- Aim of the exercise: All lines below must be repeated exactly, with the pictures omitted.

- Entries provided:
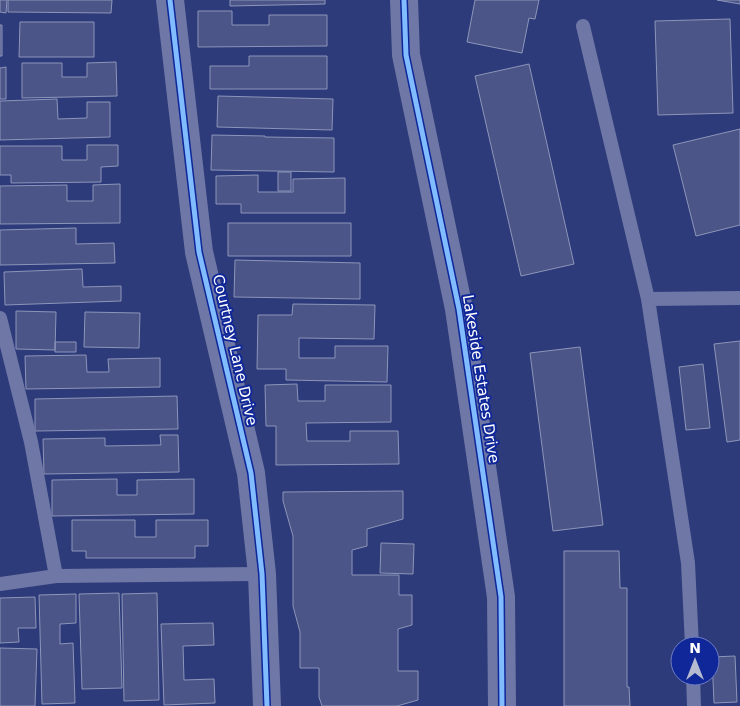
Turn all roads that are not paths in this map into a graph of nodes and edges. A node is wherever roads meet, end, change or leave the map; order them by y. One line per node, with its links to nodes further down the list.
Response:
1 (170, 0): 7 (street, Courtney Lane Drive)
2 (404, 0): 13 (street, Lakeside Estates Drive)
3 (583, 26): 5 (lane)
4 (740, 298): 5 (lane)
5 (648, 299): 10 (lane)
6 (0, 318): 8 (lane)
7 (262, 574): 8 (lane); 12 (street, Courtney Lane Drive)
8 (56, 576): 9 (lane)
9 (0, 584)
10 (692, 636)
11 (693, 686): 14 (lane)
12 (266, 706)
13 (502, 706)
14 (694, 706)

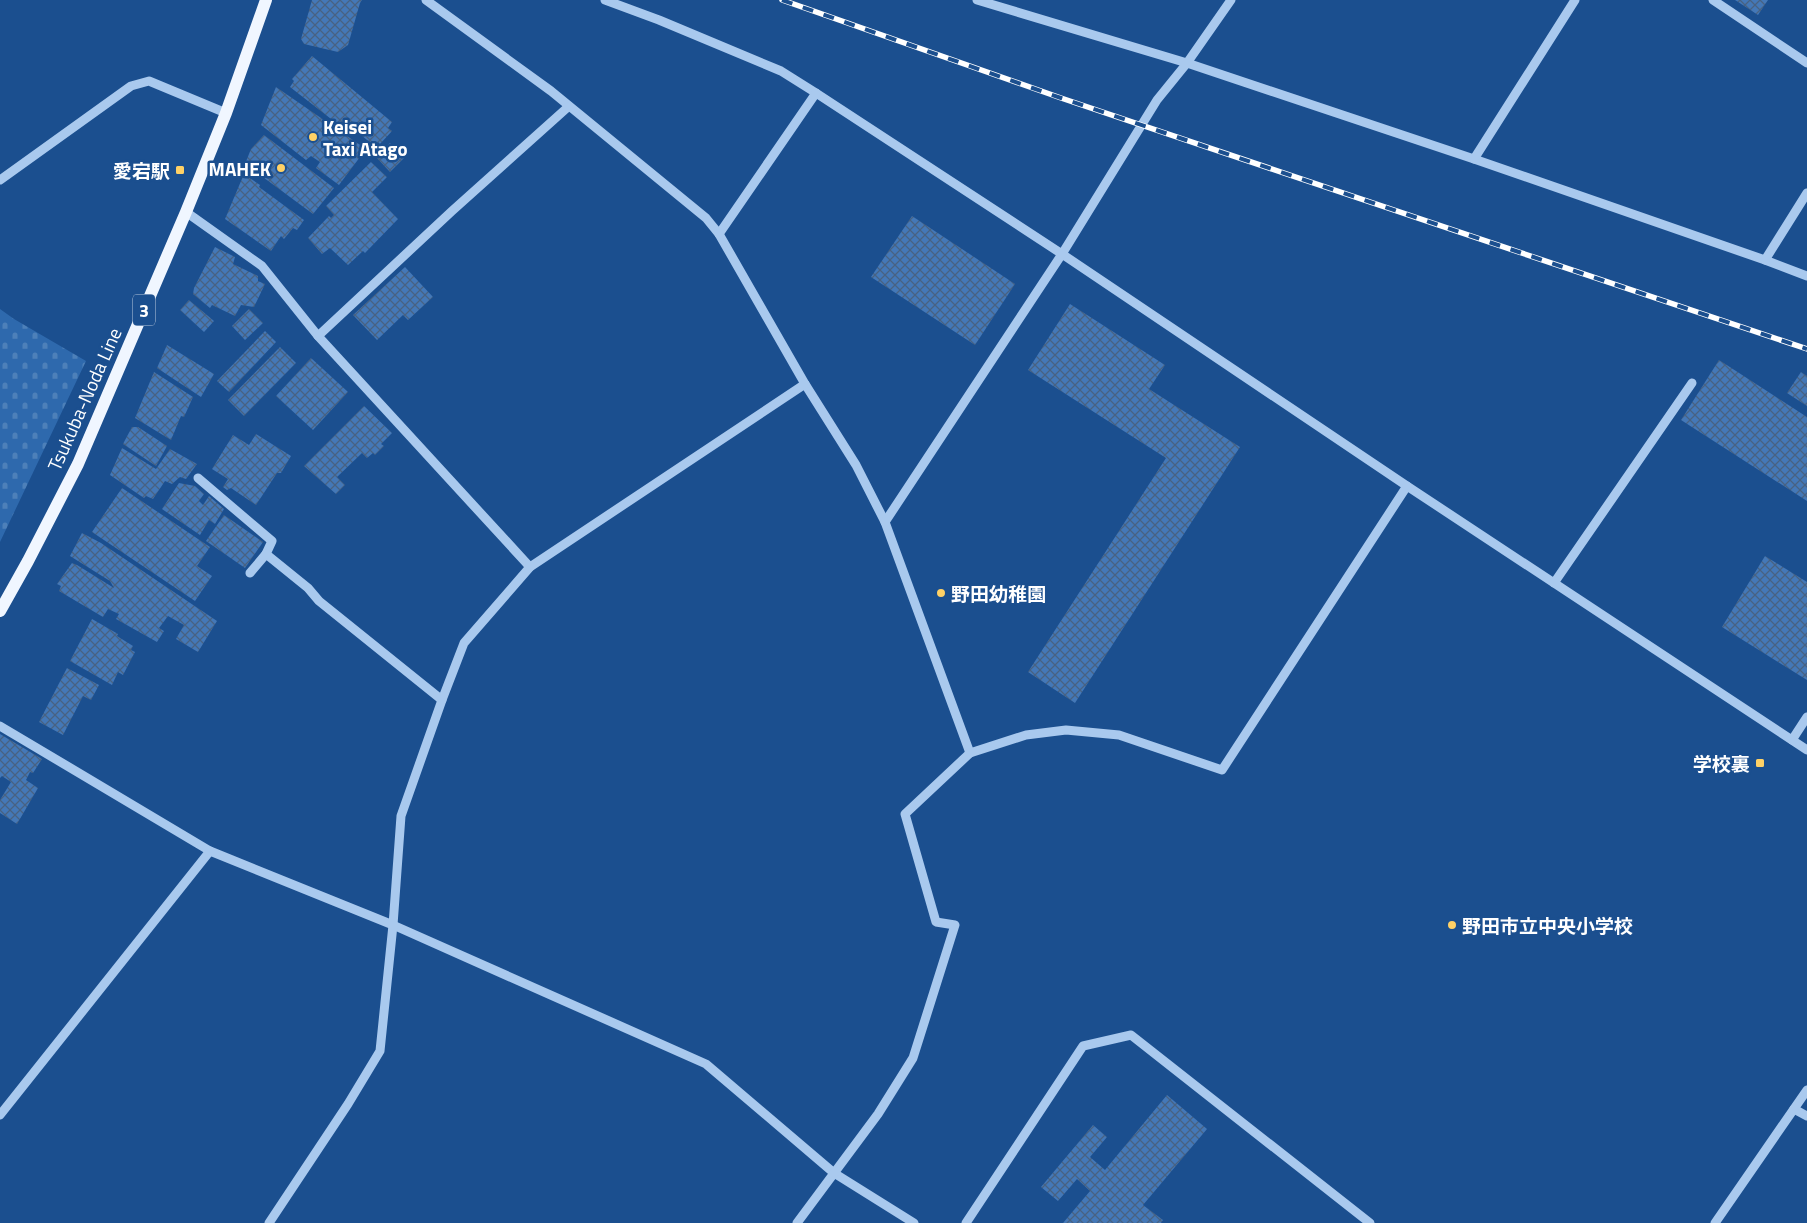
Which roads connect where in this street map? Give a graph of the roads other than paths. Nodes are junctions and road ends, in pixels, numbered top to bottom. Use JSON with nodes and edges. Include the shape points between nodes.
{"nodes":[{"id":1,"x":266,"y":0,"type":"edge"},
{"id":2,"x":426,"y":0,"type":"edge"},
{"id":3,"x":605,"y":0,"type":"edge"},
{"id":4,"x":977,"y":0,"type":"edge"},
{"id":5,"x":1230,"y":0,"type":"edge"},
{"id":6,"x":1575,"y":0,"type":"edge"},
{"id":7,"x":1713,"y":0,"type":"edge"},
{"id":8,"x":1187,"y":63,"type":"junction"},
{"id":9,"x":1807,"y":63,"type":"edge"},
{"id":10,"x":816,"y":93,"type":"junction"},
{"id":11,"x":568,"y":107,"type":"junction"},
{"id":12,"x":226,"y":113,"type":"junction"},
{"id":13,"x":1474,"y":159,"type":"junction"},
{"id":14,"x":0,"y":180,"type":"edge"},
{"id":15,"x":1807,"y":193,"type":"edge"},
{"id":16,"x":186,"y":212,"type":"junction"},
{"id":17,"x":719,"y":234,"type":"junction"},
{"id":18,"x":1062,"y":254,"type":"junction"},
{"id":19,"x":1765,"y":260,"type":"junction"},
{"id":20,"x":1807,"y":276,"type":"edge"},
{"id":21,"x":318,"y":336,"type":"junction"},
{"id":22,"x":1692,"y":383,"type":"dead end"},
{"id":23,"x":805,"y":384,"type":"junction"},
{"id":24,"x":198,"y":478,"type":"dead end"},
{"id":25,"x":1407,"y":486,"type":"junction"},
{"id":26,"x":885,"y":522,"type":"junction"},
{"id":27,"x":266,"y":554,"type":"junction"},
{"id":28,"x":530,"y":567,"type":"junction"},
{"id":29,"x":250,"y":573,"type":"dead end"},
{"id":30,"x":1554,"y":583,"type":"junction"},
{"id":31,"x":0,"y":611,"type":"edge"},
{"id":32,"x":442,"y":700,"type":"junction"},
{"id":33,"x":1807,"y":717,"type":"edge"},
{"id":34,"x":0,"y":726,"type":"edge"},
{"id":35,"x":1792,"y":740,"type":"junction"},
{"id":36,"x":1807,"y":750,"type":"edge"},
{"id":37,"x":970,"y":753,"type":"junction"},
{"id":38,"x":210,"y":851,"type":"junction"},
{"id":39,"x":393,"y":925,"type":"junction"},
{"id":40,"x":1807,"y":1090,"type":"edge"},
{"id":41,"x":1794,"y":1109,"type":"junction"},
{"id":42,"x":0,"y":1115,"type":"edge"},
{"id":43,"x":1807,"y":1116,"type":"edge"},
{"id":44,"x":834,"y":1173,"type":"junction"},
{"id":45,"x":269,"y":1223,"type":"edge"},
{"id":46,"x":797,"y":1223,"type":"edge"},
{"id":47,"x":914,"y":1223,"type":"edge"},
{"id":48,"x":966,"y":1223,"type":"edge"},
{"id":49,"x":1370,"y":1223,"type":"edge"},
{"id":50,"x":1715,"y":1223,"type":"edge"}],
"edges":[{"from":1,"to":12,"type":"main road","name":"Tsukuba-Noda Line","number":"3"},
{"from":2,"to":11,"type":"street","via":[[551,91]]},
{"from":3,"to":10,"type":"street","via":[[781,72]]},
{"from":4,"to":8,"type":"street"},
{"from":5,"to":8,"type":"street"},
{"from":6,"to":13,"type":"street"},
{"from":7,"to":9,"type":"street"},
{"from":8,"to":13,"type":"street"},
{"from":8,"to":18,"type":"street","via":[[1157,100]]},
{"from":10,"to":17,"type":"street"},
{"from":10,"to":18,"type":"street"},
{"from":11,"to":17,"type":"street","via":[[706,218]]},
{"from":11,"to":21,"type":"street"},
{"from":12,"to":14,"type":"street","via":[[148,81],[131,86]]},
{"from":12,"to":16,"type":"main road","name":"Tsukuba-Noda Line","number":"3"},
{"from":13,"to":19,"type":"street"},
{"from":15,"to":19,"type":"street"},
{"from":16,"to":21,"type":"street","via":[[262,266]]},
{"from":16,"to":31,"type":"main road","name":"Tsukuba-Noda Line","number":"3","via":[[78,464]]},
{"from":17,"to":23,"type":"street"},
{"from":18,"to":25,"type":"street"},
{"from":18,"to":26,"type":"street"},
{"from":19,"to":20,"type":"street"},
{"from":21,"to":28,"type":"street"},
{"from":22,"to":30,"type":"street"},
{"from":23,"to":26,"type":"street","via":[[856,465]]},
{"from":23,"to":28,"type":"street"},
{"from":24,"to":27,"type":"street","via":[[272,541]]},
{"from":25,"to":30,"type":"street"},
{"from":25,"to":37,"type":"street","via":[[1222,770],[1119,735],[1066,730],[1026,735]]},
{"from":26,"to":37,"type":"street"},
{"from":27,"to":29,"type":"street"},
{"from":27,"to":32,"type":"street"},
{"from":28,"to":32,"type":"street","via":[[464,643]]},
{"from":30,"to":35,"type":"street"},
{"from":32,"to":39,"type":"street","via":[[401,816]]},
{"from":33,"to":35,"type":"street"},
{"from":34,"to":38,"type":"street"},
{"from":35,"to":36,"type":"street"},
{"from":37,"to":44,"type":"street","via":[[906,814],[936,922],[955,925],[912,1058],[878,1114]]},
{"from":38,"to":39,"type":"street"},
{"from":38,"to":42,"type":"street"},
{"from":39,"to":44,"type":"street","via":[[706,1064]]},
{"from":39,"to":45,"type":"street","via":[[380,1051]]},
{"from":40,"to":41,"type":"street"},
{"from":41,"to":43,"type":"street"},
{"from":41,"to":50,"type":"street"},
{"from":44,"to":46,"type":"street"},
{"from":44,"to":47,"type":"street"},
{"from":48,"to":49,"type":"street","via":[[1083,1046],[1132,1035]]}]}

- Exercise result:
Turn all roads that are not paths in this map into a graph of nodes and edges. A node is wherever roads meet, end, change or leave the map; order them by y. One line per node, with its links to nodes further down the list.
Response:
1 (170, 0): 7 (street, Courtney Lane Drive)
2 (404, 0): 13 (street, Lakeside Estates Drive)
3 (583, 26): 5 (lane)
4 (740, 298): 5 (lane)
5 (648, 299): 10 (lane)
6 (0, 318): 8 (lane)
7 (262, 574): 8 (lane); 12 (street, Courtney Lane Drive)
8 (56, 576): 9 (lane)
9 (0, 584)
10 (692, 636)
11 (693, 686): 14 (lane)
12 (266, 706)
13 (502, 706)
14 (694, 706)

Which roads connect where in this street map? Give a graph of the roads other than paths. Nodes are junctions and road ends, in pixels, numbered top to bottom. Use JSON with nodes and edges. Include the shape points between nodes.
{"nodes":[{"id":1,"x":266,"y":0,"type":"edge"},
{"id":2,"x":426,"y":0,"type":"edge"},
{"id":3,"x":605,"y":0,"type":"edge"},
{"id":4,"x":977,"y":0,"type":"edge"},
{"id":5,"x":1230,"y":0,"type":"edge"},
{"id":6,"x":1575,"y":0,"type":"edge"},
{"id":7,"x":1713,"y":0,"type":"edge"},
{"id":8,"x":1187,"y":63,"type":"junction"},
{"id":9,"x":1807,"y":63,"type":"edge"},
{"id":10,"x":816,"y":93,"type":"junction"},
{"id":11,"x":568,"y":107,"type":"junction"},
{"id":12,"x":226,"y":113,"type":"junction"},
{"id":13,"x":1474,"y":159,"type":"junction"},
{"id":14,"x":0,"y":180,"type":"edge"},
{"id":15,"x":1807,"y":193,"type":"edge"},
{"id":16,"x":186,"y":212,"type":"junction"},
{"id":17,"x":719,"y":234,"type":"junction"},
{"id":18,"x":1062,"y":254,"type":"junction"},
{"id":19,"x":1765,"y":260,"type":"junction"},
{"id":20,"x":1807,"y":276,"type":"edge"},
{"id":21,"x":318,"y":336,"type":"junction"},
{"id":22,"x":1692,"y":383,"type":"dead end"},
{"id":23,"x":805,"y":384,"type":"junction"},
{"id":24,"x":198,"y":478,"type":"dead end"},
{"id":25,"x":1407,"y":486,"type":"junction"},
{"id":26,"x":885,"y":522,"type":"junction"},
{"id":27,"x":266,"y":554,"type":"junction"},
{"id":28,"x":530,"y":567,"type":"junction"},
{"id":29,"x":250,"y":573,"type":"dead end"},
{"id":30,"x":1554,"y":583,"type":"junction"},
{"id":31,"x":0,"y":611,"type":"edge"},
{"id":32,"x":442,"y":700,"type":"junction"},
{"id":33,"x":1807,"y":717,"type":"edge"},
{"id":34,"x":0,"y":726,"type":"edge"},
{"id":35,"x":1792,"y":740,"type":"junction"},
{"id":36,"x":1807,"y":750,"type":"edge"},
{"id":37,"x":970,"y":753,"type":"junction"},
{"id":38,"x":210,"y":851,"type":"junction"},
{"id":39,"x":393,"y":925,"type":"junction"},
{"id":40,"x":1807,"y":1090,"type":"edge"},
{"id":41,"x":1794,"y":1109,"type":"junction"},
{"id":42,"x":0,"y":1115,"type":"edge"},
{"id":43,"x":1807,"y":1116,"type":"edge"},
{"id":44,"x":834,"y":1173,"type":"junction"},
{"id":45,"x":269,"y":1223,"type":"edge"},
{"id":46,"x":797,"y":1223,"type":"edge"},
{"id":47,"x":914,"y":1223,"type":"edge"},
{"id":48,"x":966,"y":1223,"type":"edge"},
{"id":49,"x":1370,"y":1223,"type":"edge"},
{"id":50,"x":1715,"y":1223,"type":"edge"}],
"edges":[{"from":1,"to":12,"type":"main road","name":"Tsukuba-Noda Line","number":"3"},
{"from":2,"to":11,"type":"street","via":[[551,91]]},
{"from":3,"to":10,"type":"street","via":[[781,72]]},
{"from":4,"to":8,"type":"street"},
{"from":5,"to":8,"type":"street"},
{"from":6,"to":13,"type":"street"},
{"from":7,"to":9,"type":"street"},
{"from":8,"to":13,"type":"street"},
{"from":8,"to":18,"type":"street","via":[[1157,100]]},
{"from":10,"to":17,"type":"street"},
{"from":10,"to":18,"type":"street"},
{"from":11,"to":17,"type":"street","via":[[706,218]]},
{"from":11,"to":21,"type":"street"},
{"from":12,"to":14,"type":"street","via":[[148,81],[131,86]]},
{"from":12,"to":16,"type":"main road","name":"Tsukuba-Noda Line","number":"3"},
{"from":13,"to":19,"type":"street"},
{"from":15,"to":19,"type":"street"},
{"from":16,"to":21,"type":"street","via":[[262,266]]},
{"from":16,"to":31,"type":"main road","name":"Tsukuba-Noda Line","number":"3","via":[[78,464]]},
{"from":17,"to":23,"type":"street"},
{"from":18,"to":25,"type":"street"},
{"from":18,"to":26,"type":"street"},
{"from":19,"to":20,"type":"street"},
{"from":21,"to":28,"type":"street"},
{"from":22,"to":30,"type":"street"},
{"from":23,"to":26,"type":"street","via":[[856,465]]},
{"from":23,"to":28,"type":"street"},
{"from":24,"to":27,"type":"street","via":[[272,541]]},
{"from":25,"to":30,"type":"street"},
{"from":25,"to":37,"type":"street","via":[[1222,770],[1119,735],[1066,730],[1026,735]]},
{"from":26,"to":37,"type":"street"},
{"from":27,"to":29,"type":"street"},
{"from":27,"to":32,"type":"street"},
{"from":28,"to":32,"type":"street","via":[[464,643]]},
{"from":30,"to":35,"type":"street"},
{"from":32,"to":39,"type":"street","via":[[401,816]]},
{"from":33,"to":35,"type":"street"},
{"from":34,"to":38,"type":"street"},
{"from":35,"to":36,"type":"street"},
{"from":37,"to":44,"type":"street","via":[[906,814],[936,922],[955,925],[912,1058],[878,1114]]},
{"from":38,"to":39,"type":"street"},
{"from":38,"to":42,"type":"street"},
{"from":39,"to":44,"type":"street","via":[[706,1064]]},
{"from":39,"to":45,"type":"street","via":[[380,1051]]},
{"from":40,"to":41,"type":"street"},
{"from":41,"to":43,"type":"street"},
{"from":41,"to":50,"type":"street"},
{"from":44,"to":46,"type":"street"},
{"from":44,"to":47,"type":"street"},
{"from":48,"to":49,"type":"street","via":[[1083,1046],[1132,1035]]}]}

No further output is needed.